Put this incantation in your .inputrc to rewire those two keys to also step through the history:

"\ep": previous-history
"\en": next-history

That leaves M-.. It inserts the last argument of the last command; repeat it and you’ll step through previously-used prompt arguments. I find it useful if I regularly have to regurgitate a common argument:

$ grep *.txt foo.*
# Typing M-. now inserts foo.*:
$ rg# -> rg foo.*

Discovering Key Bindings

Because GNU readline is so extensible, it’s not uncommon for programs to create their own commands and key bindings that apply only to that program. The key bindings I talked about earlier are, broadly speaking, available everywhere — even if they don’t really make sense in the context of that application.

But bash, being a GNU product, has a large range of extended key bindings and commands you should know about.

But in order to discover them you really need to know about the dump commands. They are unbound by default. Here’s what I have bound them to:

"\e\C-f": dump-functions
"\e\C-v": dump-variables

Typing C-M-f prints out all known functions; C-M-v all known variables. Give them a prefix argument (e.g., M-1 C-M-f) and readline spits out .inputrc-compatible code you can paste into your own settings file.

Bash-specific Key Bindings

There are many; so I encourage you to explore yourself. But I’ll list a couple of my favorites.

Key BindingsDescription
C-M-eExpand environment variable
M-!Complete command
M-/Complete filename
M-@Complete hostname
M-$Complete variable
C-x C-eEdit and execute command in Emacs
C-M-oExpand using dynamic abbrev. (Unbound by default; see below.)

C-M-e takes an environment variable at point and expands it inline. Useful for things like manipulating the order of things in $PATH, or tweaking the contents of one variable before storing it in another.

The other completers – M-!, M-/, M-/@, M-$ – attempt a specialized, narrower version of the common completer bound to TAB. They have their uses: when you must insert a variable, for example.

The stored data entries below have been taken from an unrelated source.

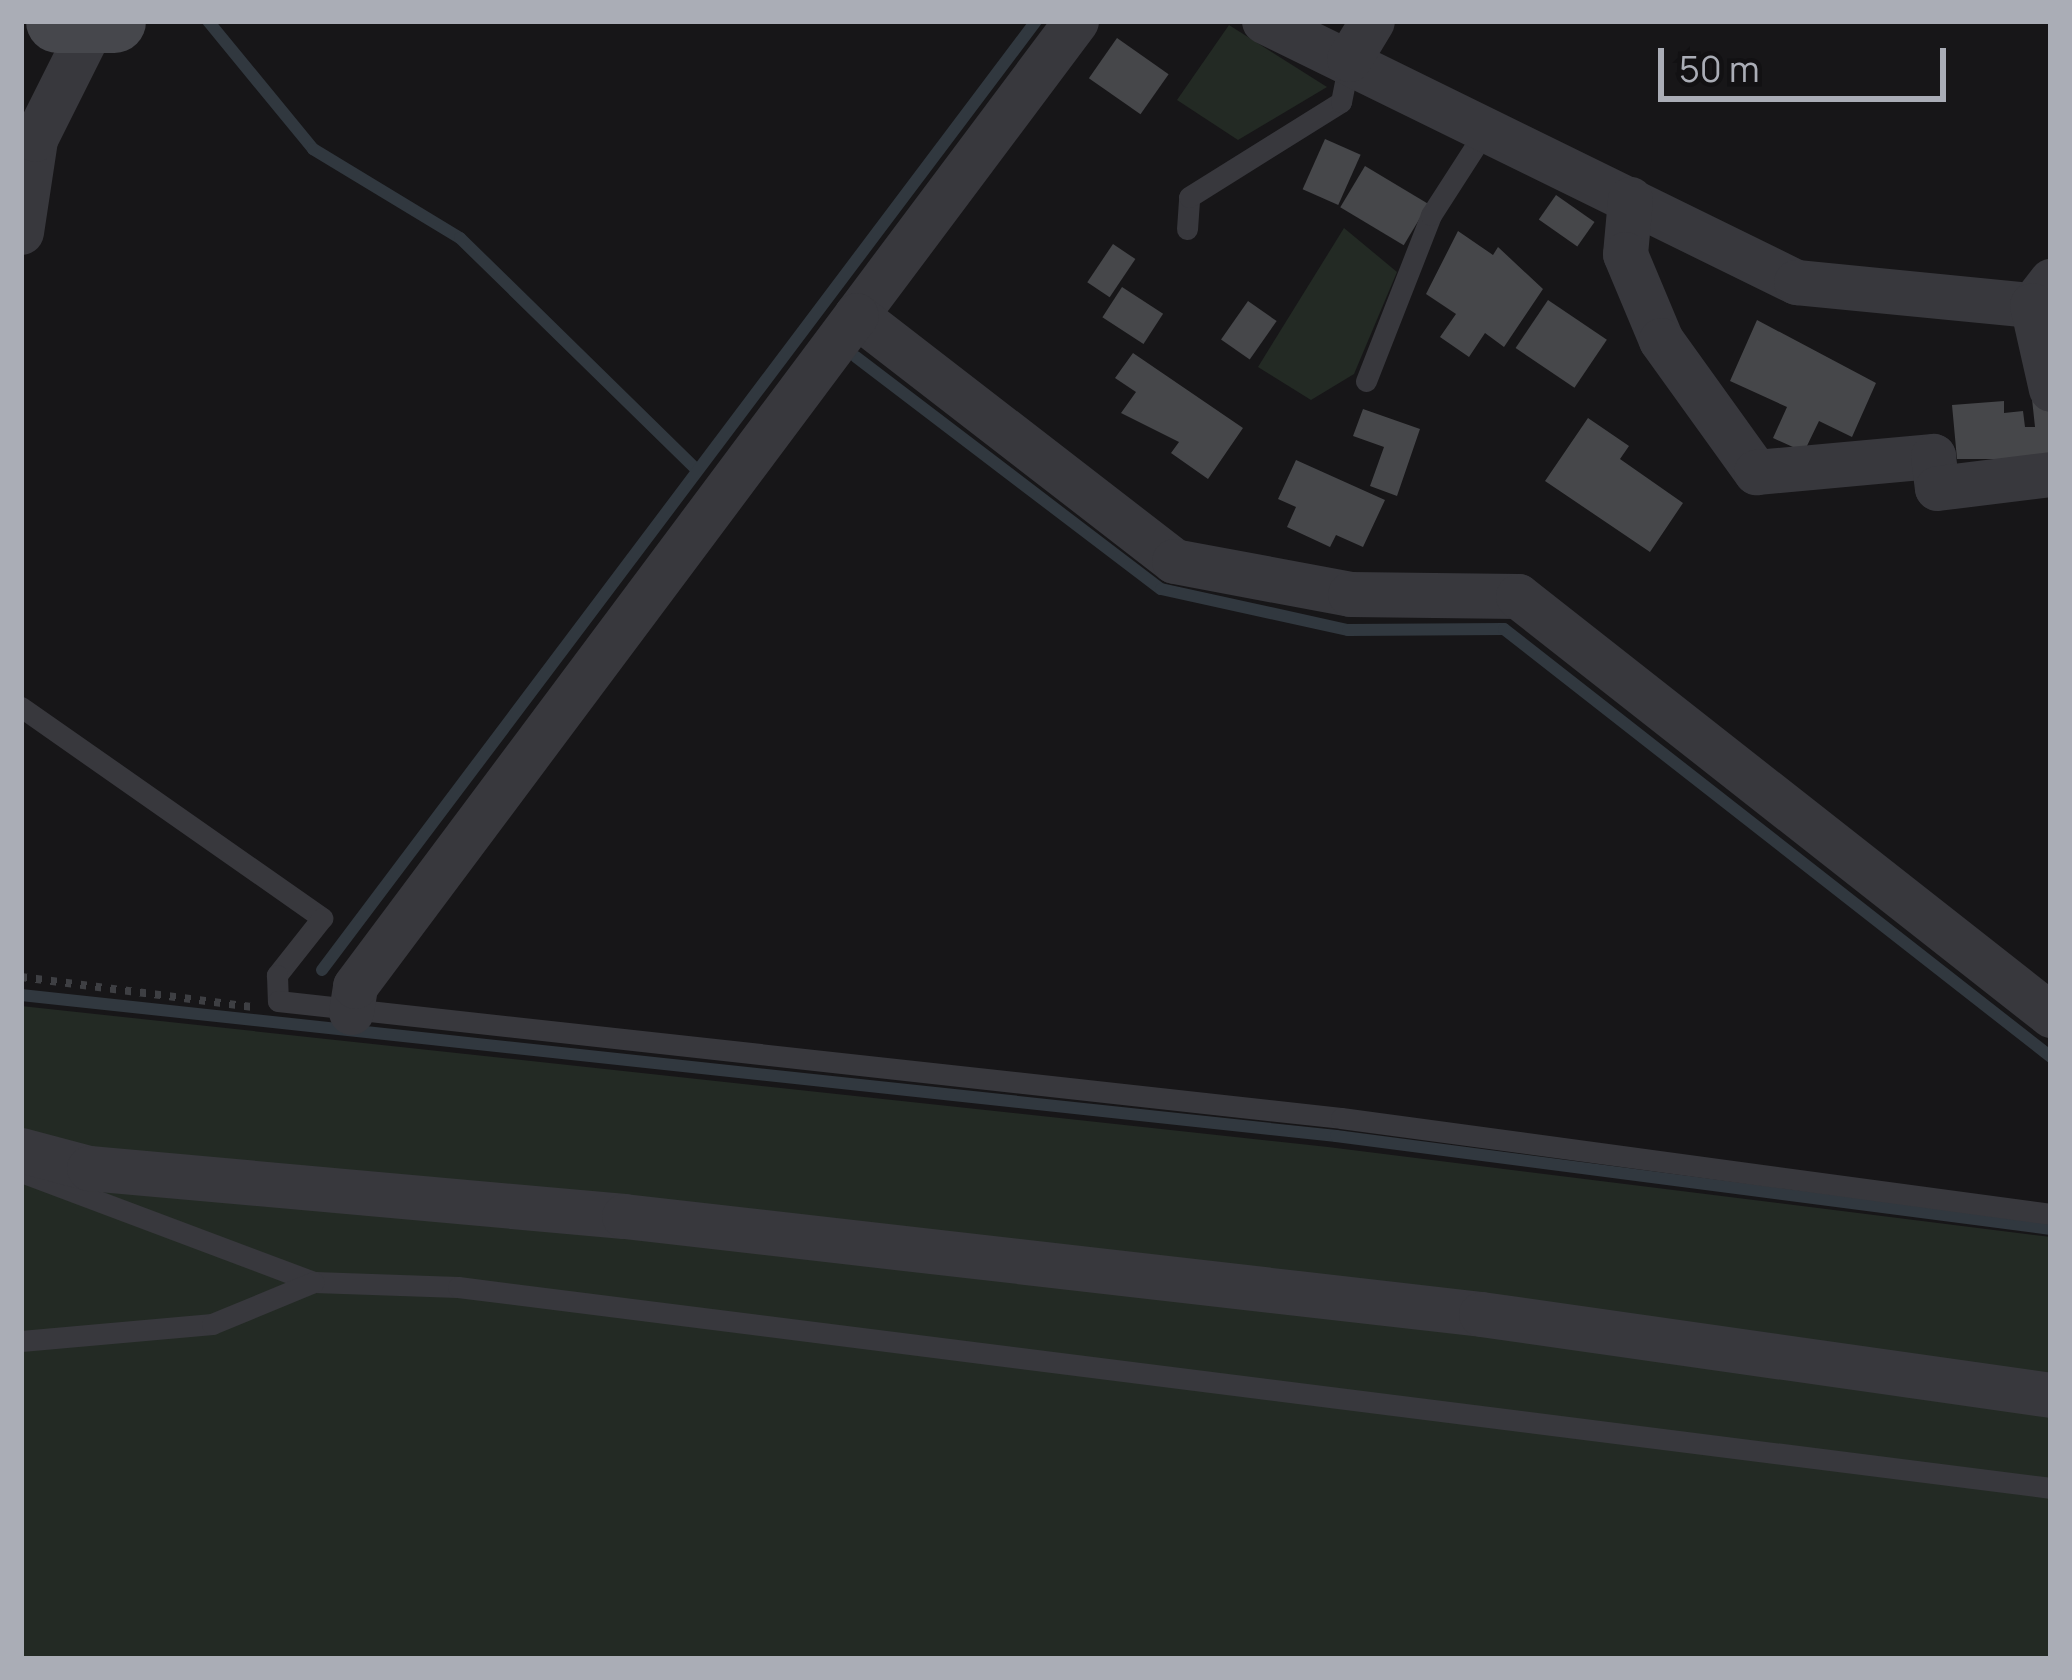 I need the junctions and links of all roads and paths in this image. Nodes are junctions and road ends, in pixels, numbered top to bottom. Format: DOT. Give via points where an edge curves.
graph roads {
  1 [pos="1076,21"];
  2 [pos="1264,21"];
  3 [pos="87,23"];
  4 [pos="1361,40"];
  5 [pos="1487,128"];
  6 [pos="1630,199"];
  7 [pos="1187,229"];
  8 [pos="21,232"];
  9 [pos="2042,293"];
  10 [pos="856,315"];
  11 [pos="1366,381"];
  12 [pos="2051,388"];
  13 [pos="2051,474"];
  14 [pos="21,706"];
  15 [pos="21,977"];
  16 [pos="278,1001"];
  17 [pos="351,1012"];
  18 [pos="2051,1015"];
  19 [pos="21,1150"];
  20 [pos="21,1172"];
  21 [pos="2051,1214"];
  22 [pos="314,1282"];
  23 [pos="21,1341"];
  24 [pos="2051,1395"];
  25 [pos="2051,1489"];
  1 -- 10 [label="street"];
  2 -- 4 [label="street" via="1318,54"];
  3 -- 8 [label="street" via="35,140"];
  4 -- 5 [label="street"];
  4 -- 7 [label="lane" via="1341,102 1190,197"];
  5 -- 6 [label="street"];
  5 -- 11 [label="lane" via="1431,215"];
  6 -- 9 [label="street" via="1796,282"];
  6 -- 13 [label="street" via="1625,254 1660,340 1756,472 1933,456 1936,488"];
  9 -- 12 [label="street"];
  10 -- 17 [label="street" via="355,986"];
  10 -- 18 [label="street" via="1174,561 1350,594 1518,596"];
  14 -- 16 [label="lane" via="322,918 278,975"];
  15 -- 16 [label="path" via="251,1007"];
  16 -- 17 [label="lane"];
  17 -- 21 [label="lane" via="1341,1118"];
  19 -- 24 [label="street" via="88,1168 624,1216 1480,1314"];
  20 -- 22 [label="lane"];
  22 -- 23 [label="lane" via="212,1324"];
  22 -- 25 [label="lane" via="458,1287"];
}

Dynamic Abbrev is an Emacs feature that has made the leap – sort of, anyway – into readline. It looks at the word at point and attempts to expand it using previously-seen history values. So, if you previously typed in a complex word – say a hostname – you can ask readline to recall it anywhere in a prompt:

$ ping secret.setec-astronomy.example.com
# Typing C-M-o expands to the full hostname.
$ ssh sec█

It is not bound by default, so I recommend C-M-o:

"\e\C-o": dabbrev-expand

Repeated invocations cycle through the matches. It’s a fantastic command.

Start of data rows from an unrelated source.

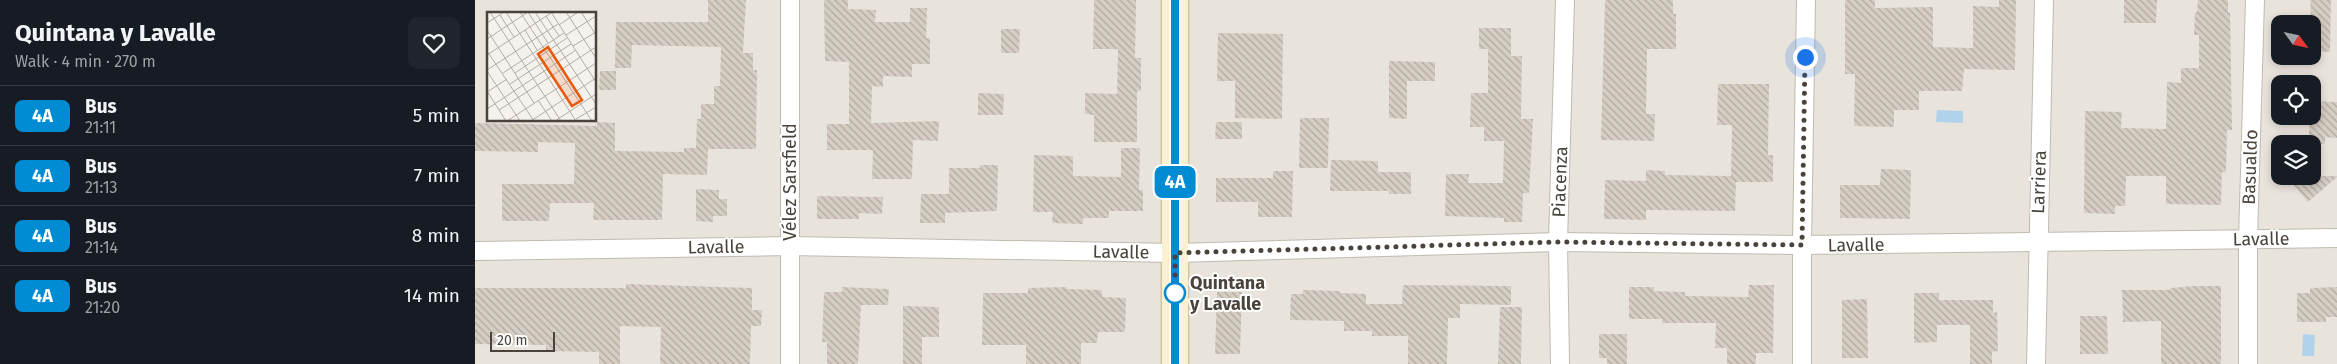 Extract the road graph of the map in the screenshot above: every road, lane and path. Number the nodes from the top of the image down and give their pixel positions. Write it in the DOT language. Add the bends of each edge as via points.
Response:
graph roads {
  1 [pos="790,0"];
  2 [pos="1175,0"];
  3 [pos="1565,0"];
  4 [pos="1806,0"];
  5 [pos="2044,0"];
  6 [pos="2255,0"];
  7 [pos="2337,238"];
  8 [pos="2248,239"];
  9 [pos="1558,242"];
  10 [pos="2037,242"];
  11 [pos="1802,245"];
  12 [pos="790,246"];
  13 [pos="475,251"];
  14 [pos="1175,253"];
  15 [pos="790,364"];
  16 [pos="1175,364"];
  17 [pos="1560,364"];
  18 [pos="1803,364"];
  19 [pos="2036,364"];
  20 [pos="2248,364"];
  1 -- 12 [label="street, Vélez Sarsfield"];
  2 -- 14 [label="main road"];
  3 -- 9 [label="street, Piacenza"];
  4 -- 11 [label="street"];
  5 -- 10 [label="street, Larriera"];
  6 -- 8 [label="street, Basualdo"];
  7 -- 8 [label="street, Lavalle"];
  8 -- 10 [label="street, Lavalle"];
  8 -- 20 [label="street, Basualdo"];
  9 -- 11 [label="street, Lavalle"];
  9 -- 14 [label="street, Lavalle"];
  9 -- 17 [label="street, Piacenza"];
  10 -- 11 [label="street, Lavalle"];
  10 -- 19 [label="street, Larriera"];
  11 -- 18 [label="street"];
  12 -- 13 [label="street, Lavalle"];
  12 -- 14 [label="street, Lavalle"];
  12 -- 15 [label="street, Vélez Sarsfield"];
  14 -- 16 [label="main road"];
} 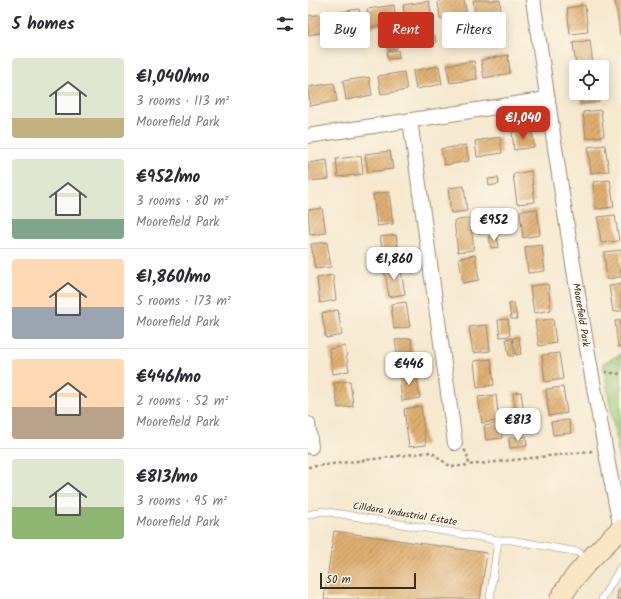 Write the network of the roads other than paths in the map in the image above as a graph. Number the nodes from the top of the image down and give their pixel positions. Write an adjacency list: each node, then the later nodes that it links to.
1 (533, 0): 2 (street, Moorefield Park)
2 (548, 99): 3 (street); 9 (street, Moorefield Park)
3 (410, 120): 4 (street); 6 (street)
4 (308, 136)
5 (308, 424): 7 (street)
6 (456, 444)
7 (312, 447)
8 (308, 515): 10 (lane, Cilldara Industrial Estate)
9 (621, 529): 11 (main road)
10 (498, 540): 11 (lane, Cilldara Industrial Estate); 13 (lane)
11 (589, 560): 14 (main road)
12 (621, 567): 15 (lane)
13 (490, 599)
14 (560, 599)
15 (602, 599)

Finally I want to mention C-x C-e, which is really quite cool. When you invoke C-x C-e, then bash/readline will send the current prompt to your $EDITOR for further processing.

If you have your Emacs running in client-server mode (M-x server-start, for instance) and your $EDITOR set to emacsclient then you can indeed edit the prompt in Emacs before returning it from whence it came with C-x #.

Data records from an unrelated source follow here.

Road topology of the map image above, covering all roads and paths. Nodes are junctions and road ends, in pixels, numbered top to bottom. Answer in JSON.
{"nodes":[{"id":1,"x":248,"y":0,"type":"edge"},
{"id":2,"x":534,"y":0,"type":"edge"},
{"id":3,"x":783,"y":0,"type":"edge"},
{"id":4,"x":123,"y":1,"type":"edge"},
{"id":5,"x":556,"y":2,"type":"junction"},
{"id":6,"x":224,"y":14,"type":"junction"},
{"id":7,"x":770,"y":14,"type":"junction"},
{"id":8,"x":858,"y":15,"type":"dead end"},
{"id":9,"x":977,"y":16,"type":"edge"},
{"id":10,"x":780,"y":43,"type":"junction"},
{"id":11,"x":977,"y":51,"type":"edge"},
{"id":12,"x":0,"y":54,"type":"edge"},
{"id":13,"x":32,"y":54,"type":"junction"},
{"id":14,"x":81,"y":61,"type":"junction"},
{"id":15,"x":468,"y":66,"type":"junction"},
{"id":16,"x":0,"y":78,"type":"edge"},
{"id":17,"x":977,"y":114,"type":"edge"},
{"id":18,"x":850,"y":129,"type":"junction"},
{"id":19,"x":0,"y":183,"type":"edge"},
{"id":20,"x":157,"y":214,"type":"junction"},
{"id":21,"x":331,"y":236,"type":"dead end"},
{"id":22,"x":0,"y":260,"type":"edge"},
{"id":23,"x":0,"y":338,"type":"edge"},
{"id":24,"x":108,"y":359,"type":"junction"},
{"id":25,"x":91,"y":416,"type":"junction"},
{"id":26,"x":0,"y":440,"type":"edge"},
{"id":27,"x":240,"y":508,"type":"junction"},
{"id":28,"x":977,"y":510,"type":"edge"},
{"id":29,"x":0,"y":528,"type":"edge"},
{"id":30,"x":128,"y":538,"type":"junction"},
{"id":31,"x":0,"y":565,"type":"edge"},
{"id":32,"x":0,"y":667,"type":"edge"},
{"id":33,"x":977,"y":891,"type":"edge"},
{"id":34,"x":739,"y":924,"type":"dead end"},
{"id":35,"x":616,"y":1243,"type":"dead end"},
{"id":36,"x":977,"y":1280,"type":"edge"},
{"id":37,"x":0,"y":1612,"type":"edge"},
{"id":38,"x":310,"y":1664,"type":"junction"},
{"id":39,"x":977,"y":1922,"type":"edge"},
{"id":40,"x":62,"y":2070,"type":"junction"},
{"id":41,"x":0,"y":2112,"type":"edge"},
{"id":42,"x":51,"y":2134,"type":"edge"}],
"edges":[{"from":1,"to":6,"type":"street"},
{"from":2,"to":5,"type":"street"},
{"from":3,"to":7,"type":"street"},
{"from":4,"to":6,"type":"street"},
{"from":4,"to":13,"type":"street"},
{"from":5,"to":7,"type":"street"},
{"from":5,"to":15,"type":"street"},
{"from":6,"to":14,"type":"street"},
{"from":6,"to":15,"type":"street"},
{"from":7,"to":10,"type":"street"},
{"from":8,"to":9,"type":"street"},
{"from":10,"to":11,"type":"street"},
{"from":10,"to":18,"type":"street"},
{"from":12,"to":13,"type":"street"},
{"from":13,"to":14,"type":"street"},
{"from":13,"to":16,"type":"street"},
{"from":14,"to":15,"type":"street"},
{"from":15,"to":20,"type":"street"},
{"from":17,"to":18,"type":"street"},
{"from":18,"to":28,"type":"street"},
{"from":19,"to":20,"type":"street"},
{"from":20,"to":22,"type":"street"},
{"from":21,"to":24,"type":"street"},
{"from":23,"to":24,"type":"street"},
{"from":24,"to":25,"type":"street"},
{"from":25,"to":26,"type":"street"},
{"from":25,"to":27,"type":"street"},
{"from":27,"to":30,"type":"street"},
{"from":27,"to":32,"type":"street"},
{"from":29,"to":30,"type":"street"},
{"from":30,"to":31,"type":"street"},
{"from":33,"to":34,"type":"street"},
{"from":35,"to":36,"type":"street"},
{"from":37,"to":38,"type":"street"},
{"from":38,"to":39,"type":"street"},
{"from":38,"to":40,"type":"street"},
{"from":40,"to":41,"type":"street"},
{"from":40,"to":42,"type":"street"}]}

Great for more complex edits.

My Settings

Here’s a snapshot of my .inputrc. It’s mostly about making things even more Emacs-like, plus a couple of basic macros.

### Mickey's .inputtrc

# Change the timeout for key sequences as 500ms is too fast.
set keyseq-timeout 1200

# By default, completions are not highlighted in color.
set colored-stats on
set colored-completion-prefix on

### BASH

$if Bash
# Wrap a command in $( ... )
"\C-xq": "\C-a\$(\C-e)"
# Wrap a command in $( .... | ezf -f 1)
"\C-xF": "\C-e | ezf -f 1)\C-a(\C-a$\C-b\C-a"

# C-M-o is dabbrev-expand
"\e\C-o": dabbrev-expand

$endif

### Python

$if Python

# Wrap prompt in !help( ... )  (for PDB)
"\C-xh": "\C-a!help(\C-e)"
# Wrap prompt in dir( ... )
"\C-xd": "\C-adir(\C-e)"

$endif

### Global


# Prints the last recorded macro
"\C-xP": print-last-kbd-macro

# M-m is back-to-indentation which is what I usually use to go to the
# beginning of a line; everywhere else, I bind it like C-a.
"\em": beginning-of-line
# M-p and M-n should behave like they do in M-x shell in Emacs.
"\ep": previous-history
"\en": next-history

# C-M-f and C-M-v dump functions and variables.
"\e\C-f": dump-functions
"\e\C-v": dump-variables

Conclusion

GNU readline’s a real gem, and underused. I hope more people – particularly Emacs users, as the keys are so familiar – learn a little bit more about readline and its capabilities. Memorizing a handful of key bindings will supercharge your command line productivity.